While working on it, I thought about other algorithms. The main difference comes down to memory usage. Being said that, where do you intend to run this assistant (Raspberry PI, personal computer, etc)? And how many phrases/words do you expect to classify (thousands, 10k, 1M)?
And will there be insertions of new words/phrases at runtime?
@mcavazotti For now this is intended to Systems only mainly PC, Laptops. Also, about the phrases it should not be more than 50-100 words even if you are searching something on the internet. We can always restrict the max. use of phrases as this project is intented towards being a Virtual assistant and performaning the tasks which should not have that much keywords.
At runtime it is just the insertion of user input/ query/ command to give the Virtual assistant and perform the task.
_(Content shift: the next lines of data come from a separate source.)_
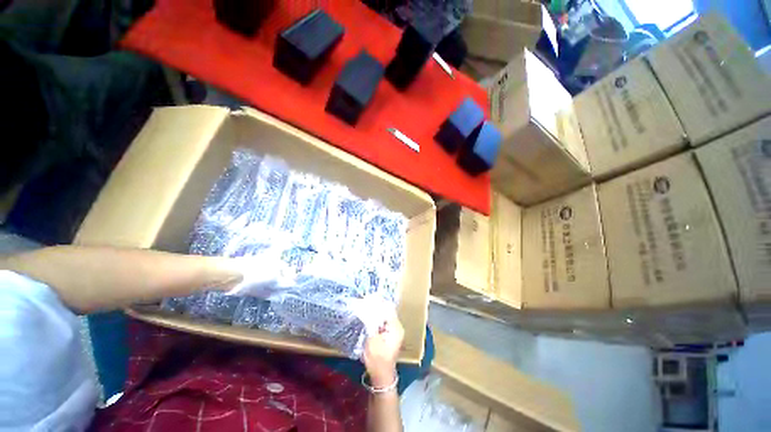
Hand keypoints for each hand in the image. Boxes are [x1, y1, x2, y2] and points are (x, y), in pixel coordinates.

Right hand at [363, 308, 403, 387]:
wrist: (381, 377)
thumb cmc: (377, 361)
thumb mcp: (372, 341)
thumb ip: (370, 323)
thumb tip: (366, 307)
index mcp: (396, 328)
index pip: (387, 309)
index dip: (377, 302)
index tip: (367, 298)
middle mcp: (397, 326)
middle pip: (387, 310)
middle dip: (376, 305)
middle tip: (364, 301)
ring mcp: (393, 330)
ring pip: (384, 314)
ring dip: (375, 310)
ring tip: (364, 305)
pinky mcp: (388, 333)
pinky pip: (382, 320)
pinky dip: (375, 317)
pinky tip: (367, 315)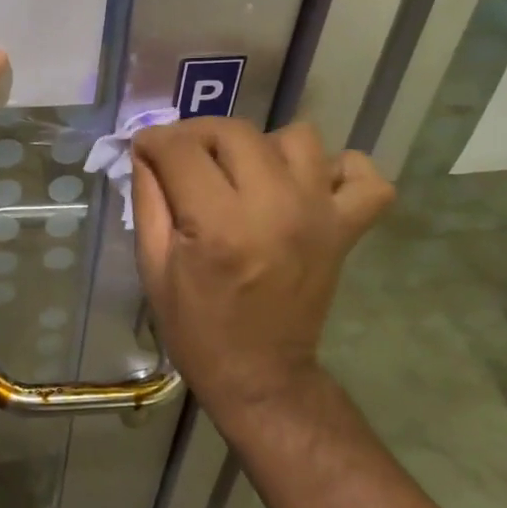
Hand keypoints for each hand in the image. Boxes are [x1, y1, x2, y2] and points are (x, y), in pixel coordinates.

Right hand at [131, 117, 393, 414]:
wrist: (261, 376)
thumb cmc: (196, 328)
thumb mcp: (153, 267)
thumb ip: (148, 199)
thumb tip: (146, 150)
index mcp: (217, 226)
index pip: (180, 149)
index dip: (153, 141)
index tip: (145, 150)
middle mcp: (273, 208)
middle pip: (233, 131)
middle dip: (197, 135)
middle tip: (183, 160)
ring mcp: (318, 214)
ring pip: (295, 137)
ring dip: (260, 146)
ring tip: (242, 173)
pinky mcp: (346, 227)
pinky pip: (361, 173)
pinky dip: (338, 168)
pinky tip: (305, 184)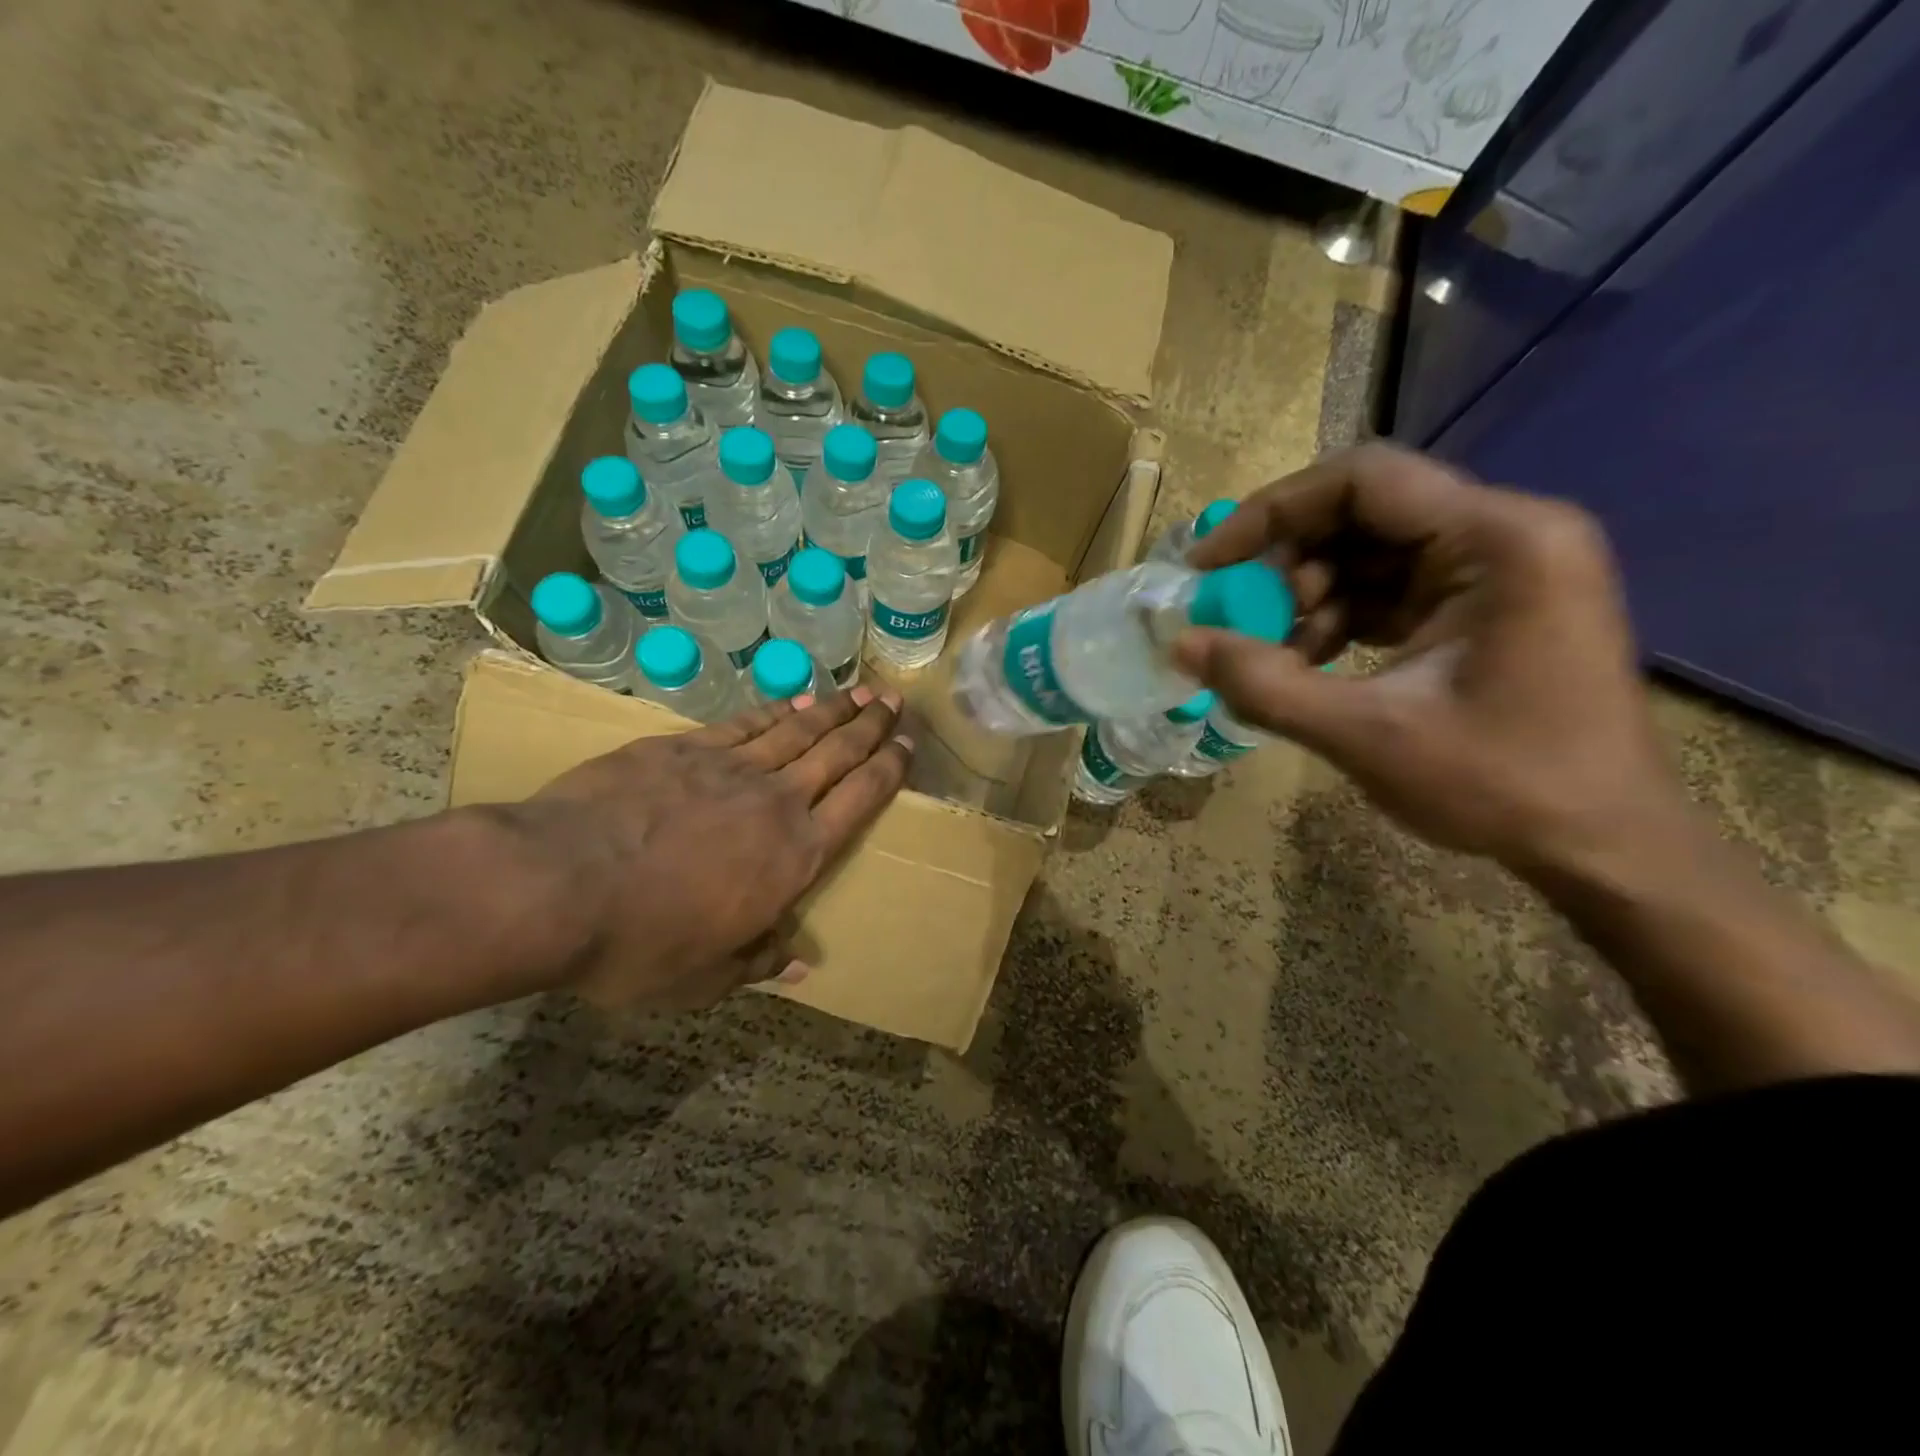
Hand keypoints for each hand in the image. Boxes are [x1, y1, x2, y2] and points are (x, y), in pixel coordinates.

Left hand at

If by phrases you meant the Knowledge base/ Corpus then that is limited to 5 for now I guess and it is not being inserted at run time.
I think you can close this issue
@mcavazotti The code is pretty huge and there are still many Complexity improvements and a lot of which are not yet been discovered. Don't think we can close this.
@ritwik12 Well then, for the code mentioned in this issue, the time complexity was optimized.
I can look further into the code, but do you have any other leads to where there might be other performance bottlenecks?
There are certain cases where we can work on Reducing the time complexity of code.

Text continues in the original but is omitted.